Data section:

+--

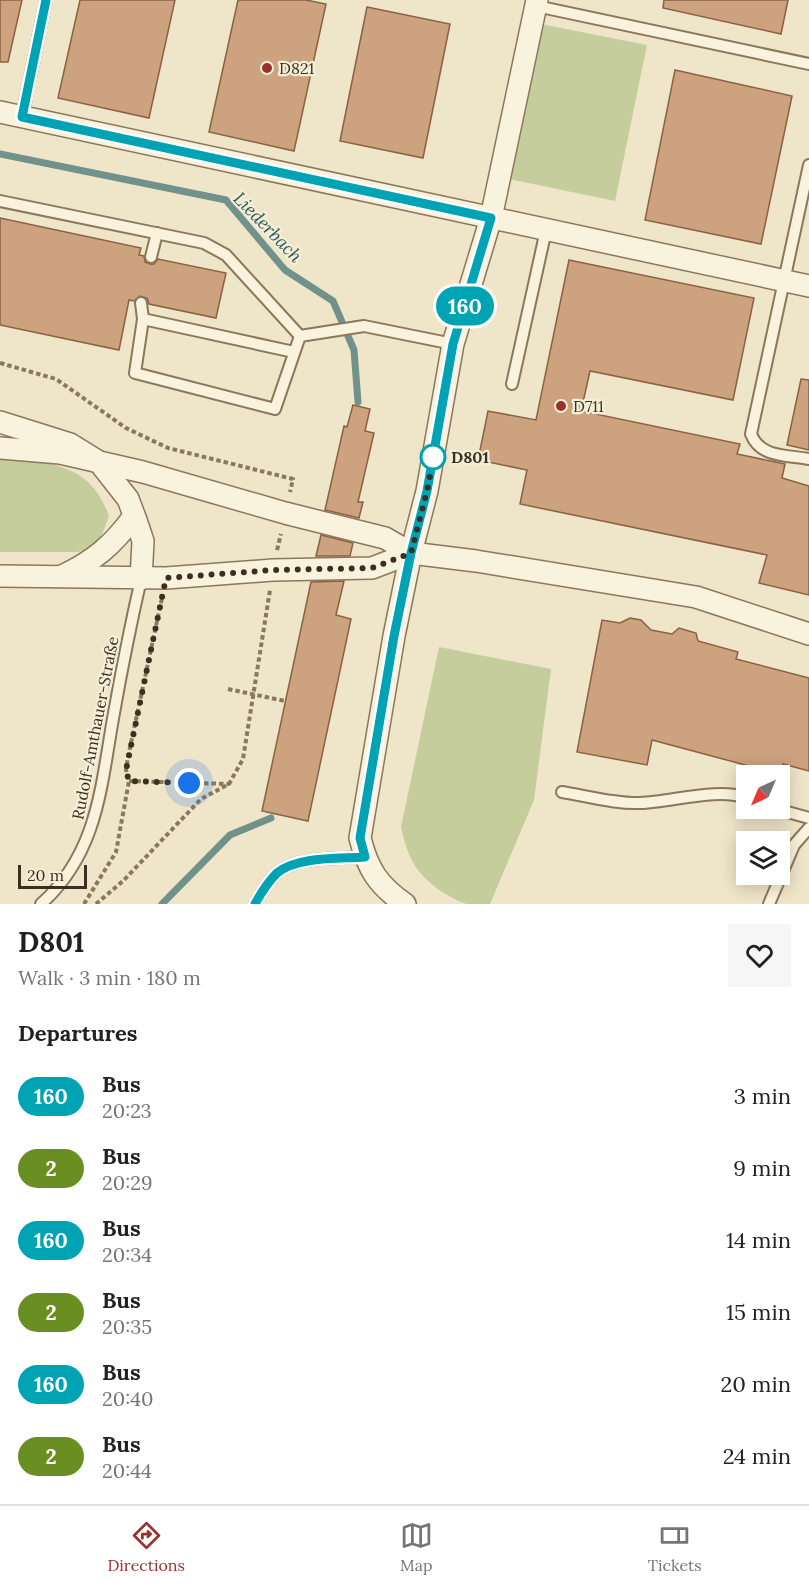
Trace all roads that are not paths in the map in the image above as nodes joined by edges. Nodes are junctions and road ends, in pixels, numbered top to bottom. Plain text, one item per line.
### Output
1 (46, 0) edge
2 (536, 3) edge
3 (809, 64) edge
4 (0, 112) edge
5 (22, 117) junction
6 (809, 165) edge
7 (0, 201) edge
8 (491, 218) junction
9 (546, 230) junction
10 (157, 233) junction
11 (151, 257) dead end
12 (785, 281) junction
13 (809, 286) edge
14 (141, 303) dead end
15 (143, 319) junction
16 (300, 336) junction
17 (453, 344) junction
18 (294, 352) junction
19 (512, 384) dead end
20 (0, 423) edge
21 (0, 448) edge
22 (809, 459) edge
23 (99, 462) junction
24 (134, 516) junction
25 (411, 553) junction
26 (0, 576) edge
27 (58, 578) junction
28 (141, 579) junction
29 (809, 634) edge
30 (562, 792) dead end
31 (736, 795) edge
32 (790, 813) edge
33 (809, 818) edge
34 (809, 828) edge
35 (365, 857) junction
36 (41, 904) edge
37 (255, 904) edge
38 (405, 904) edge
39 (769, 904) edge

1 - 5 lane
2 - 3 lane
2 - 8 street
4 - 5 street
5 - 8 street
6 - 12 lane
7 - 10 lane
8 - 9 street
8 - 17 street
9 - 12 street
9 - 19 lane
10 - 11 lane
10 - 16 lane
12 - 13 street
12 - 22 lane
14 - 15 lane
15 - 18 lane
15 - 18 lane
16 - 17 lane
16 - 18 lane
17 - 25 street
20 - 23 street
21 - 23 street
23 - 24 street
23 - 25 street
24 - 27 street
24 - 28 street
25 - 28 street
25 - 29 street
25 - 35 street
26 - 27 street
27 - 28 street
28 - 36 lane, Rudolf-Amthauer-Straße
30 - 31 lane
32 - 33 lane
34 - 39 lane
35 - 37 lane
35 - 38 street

+--

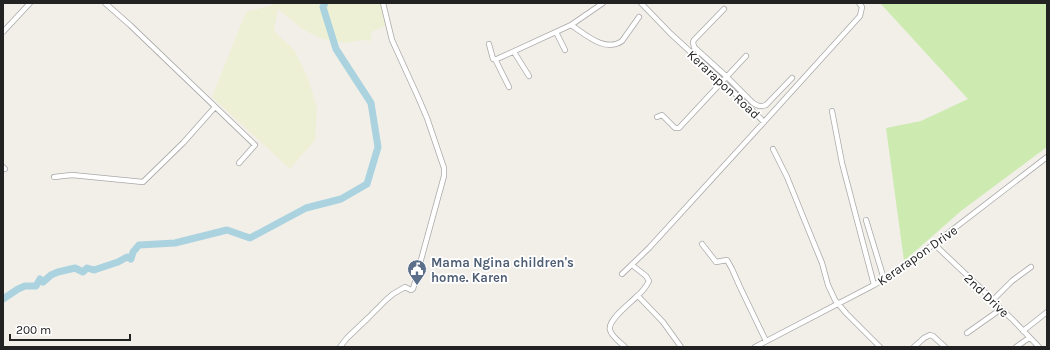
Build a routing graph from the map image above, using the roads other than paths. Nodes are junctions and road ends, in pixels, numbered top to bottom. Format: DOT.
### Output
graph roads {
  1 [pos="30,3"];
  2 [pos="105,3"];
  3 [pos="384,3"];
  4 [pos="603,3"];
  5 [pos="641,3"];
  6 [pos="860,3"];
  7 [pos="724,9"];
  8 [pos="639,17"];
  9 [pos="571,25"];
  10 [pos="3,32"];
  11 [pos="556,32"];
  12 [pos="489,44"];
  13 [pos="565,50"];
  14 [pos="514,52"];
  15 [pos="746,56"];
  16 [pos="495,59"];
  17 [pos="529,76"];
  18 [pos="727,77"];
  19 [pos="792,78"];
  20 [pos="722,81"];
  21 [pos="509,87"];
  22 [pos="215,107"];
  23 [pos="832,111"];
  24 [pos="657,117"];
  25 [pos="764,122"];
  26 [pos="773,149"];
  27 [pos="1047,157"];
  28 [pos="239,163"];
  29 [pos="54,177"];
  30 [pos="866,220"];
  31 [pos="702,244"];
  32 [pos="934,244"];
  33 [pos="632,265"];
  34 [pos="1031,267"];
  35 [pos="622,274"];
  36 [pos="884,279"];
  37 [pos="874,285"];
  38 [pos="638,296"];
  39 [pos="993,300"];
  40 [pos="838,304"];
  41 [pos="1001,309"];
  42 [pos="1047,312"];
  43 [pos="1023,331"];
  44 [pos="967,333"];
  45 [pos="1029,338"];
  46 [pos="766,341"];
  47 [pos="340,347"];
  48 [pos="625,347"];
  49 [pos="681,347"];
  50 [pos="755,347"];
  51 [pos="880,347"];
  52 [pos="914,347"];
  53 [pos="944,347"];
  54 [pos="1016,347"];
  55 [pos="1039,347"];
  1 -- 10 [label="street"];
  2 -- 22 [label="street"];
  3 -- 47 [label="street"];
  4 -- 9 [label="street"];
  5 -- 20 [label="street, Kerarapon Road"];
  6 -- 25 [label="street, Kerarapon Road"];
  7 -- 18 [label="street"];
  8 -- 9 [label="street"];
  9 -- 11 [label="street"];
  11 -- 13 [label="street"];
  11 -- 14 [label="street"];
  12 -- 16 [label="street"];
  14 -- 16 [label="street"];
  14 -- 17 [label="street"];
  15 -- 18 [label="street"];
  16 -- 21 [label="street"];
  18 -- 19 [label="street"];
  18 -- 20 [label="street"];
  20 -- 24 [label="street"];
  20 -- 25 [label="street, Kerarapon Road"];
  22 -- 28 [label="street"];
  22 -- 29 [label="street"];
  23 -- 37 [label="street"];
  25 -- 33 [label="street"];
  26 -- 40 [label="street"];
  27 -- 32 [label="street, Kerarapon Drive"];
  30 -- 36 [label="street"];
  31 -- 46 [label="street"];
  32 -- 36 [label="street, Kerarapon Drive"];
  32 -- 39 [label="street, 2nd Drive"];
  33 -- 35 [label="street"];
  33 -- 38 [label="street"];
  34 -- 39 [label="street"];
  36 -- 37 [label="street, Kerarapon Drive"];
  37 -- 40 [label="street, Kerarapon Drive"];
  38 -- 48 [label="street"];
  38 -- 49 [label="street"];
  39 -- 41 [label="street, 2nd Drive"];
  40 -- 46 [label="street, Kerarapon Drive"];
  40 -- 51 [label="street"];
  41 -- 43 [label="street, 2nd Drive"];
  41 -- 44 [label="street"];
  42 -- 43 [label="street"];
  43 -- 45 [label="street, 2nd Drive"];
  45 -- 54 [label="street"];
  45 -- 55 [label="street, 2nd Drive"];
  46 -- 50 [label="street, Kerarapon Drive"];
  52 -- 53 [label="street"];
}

+--

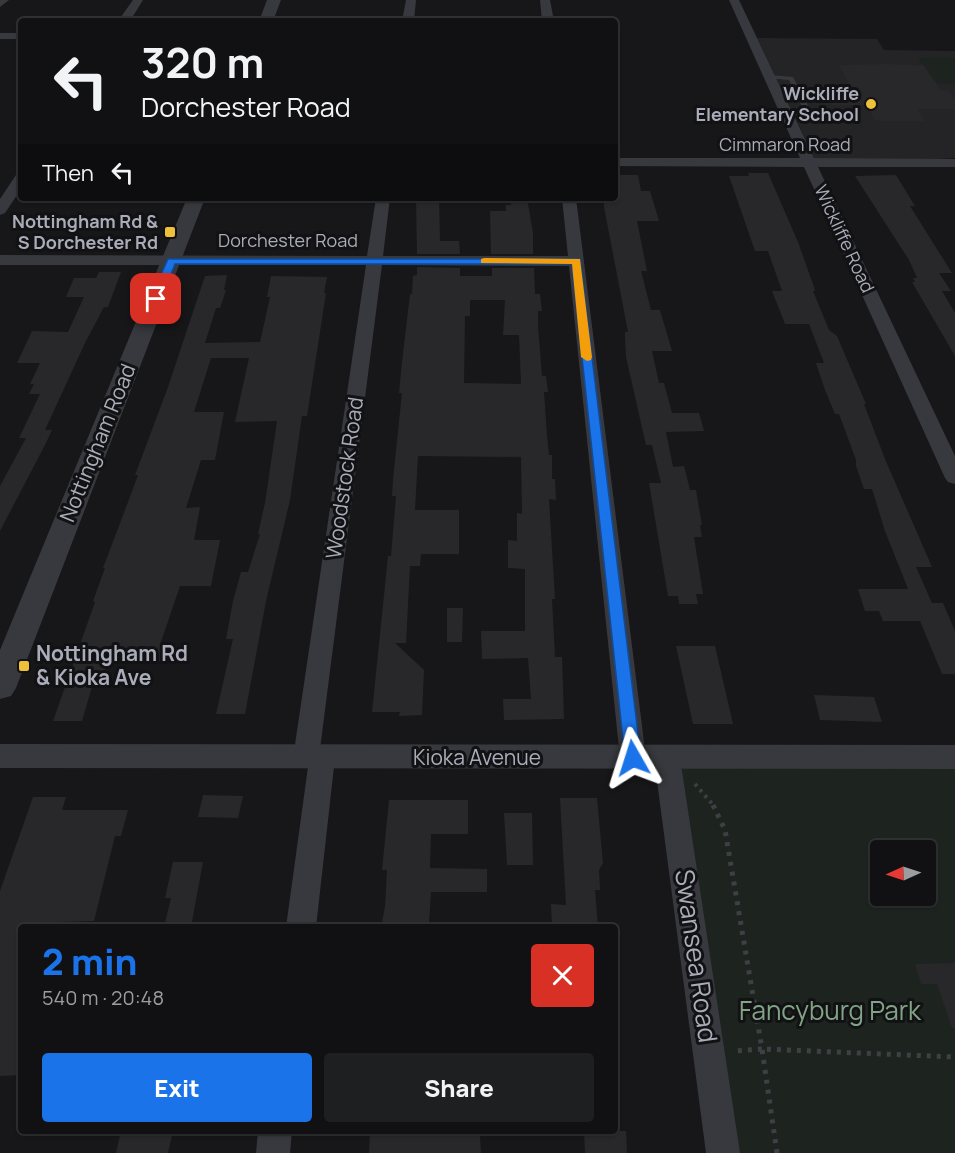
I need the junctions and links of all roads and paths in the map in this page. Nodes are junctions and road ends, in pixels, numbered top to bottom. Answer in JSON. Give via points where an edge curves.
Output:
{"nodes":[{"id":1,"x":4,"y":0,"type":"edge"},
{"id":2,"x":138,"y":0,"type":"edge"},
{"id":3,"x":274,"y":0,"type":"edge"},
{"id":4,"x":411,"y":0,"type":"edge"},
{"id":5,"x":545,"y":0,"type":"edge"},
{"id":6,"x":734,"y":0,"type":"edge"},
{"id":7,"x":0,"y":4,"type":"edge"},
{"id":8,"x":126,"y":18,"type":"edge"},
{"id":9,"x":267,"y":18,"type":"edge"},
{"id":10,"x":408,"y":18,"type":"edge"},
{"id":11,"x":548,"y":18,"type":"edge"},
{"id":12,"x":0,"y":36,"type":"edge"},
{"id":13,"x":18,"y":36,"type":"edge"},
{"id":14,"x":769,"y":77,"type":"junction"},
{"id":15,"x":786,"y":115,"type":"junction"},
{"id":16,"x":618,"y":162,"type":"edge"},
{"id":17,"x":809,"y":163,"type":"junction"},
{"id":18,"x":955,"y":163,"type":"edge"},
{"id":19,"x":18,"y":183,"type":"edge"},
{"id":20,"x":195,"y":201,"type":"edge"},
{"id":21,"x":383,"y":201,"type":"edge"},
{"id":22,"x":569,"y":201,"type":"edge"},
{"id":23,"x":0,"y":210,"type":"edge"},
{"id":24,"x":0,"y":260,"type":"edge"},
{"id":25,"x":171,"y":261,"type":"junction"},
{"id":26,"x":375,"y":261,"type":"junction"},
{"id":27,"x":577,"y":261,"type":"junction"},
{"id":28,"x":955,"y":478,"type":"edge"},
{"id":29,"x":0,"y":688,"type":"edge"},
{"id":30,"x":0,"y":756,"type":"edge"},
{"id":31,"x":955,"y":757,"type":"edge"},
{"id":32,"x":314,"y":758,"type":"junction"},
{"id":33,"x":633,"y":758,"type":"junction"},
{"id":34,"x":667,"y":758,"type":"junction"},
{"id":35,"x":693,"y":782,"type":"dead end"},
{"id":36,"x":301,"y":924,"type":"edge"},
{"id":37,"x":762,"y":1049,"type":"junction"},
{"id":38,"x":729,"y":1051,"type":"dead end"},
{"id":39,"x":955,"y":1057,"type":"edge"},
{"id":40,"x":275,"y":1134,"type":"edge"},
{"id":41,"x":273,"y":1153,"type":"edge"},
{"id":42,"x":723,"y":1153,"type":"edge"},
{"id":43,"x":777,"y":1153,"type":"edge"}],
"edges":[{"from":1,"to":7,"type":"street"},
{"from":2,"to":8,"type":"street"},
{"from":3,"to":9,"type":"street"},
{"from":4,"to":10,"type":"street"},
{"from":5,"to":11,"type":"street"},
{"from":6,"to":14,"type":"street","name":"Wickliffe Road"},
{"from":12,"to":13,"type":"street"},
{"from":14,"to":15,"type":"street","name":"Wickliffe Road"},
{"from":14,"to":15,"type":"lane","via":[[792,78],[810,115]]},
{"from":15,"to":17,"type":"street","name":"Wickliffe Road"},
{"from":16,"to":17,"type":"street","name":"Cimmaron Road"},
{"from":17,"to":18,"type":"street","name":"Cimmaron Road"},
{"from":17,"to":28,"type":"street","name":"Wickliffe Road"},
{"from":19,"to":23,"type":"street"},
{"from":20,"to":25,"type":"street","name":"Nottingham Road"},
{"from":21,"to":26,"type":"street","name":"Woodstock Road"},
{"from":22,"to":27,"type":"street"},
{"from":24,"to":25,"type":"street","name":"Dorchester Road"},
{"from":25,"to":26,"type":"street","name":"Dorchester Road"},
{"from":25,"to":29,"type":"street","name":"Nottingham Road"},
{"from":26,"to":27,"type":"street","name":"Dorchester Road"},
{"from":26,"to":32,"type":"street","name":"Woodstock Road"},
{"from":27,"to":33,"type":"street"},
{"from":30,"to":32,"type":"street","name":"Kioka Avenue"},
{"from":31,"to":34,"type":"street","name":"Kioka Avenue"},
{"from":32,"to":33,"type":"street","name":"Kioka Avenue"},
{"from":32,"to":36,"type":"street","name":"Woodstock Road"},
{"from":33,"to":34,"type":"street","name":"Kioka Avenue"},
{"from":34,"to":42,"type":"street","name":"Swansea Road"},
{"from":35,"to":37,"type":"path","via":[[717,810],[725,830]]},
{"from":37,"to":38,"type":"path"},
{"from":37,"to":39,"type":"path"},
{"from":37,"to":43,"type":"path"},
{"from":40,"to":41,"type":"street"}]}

+--

The problem: Filter the data for the string "above" and copy every line that has it.

Solution:
Trace all roads that are not paths in the map in the image above as nodes joined by edges. Nodes are junctions and road ends, in pixels, numbered top to bottom. Plain text, one item per line.
Build a routing graph from the map image above, using the roads other than paths. Nodes are junctions and road ends, in pixels, numbered top to bottom. Format: DOT.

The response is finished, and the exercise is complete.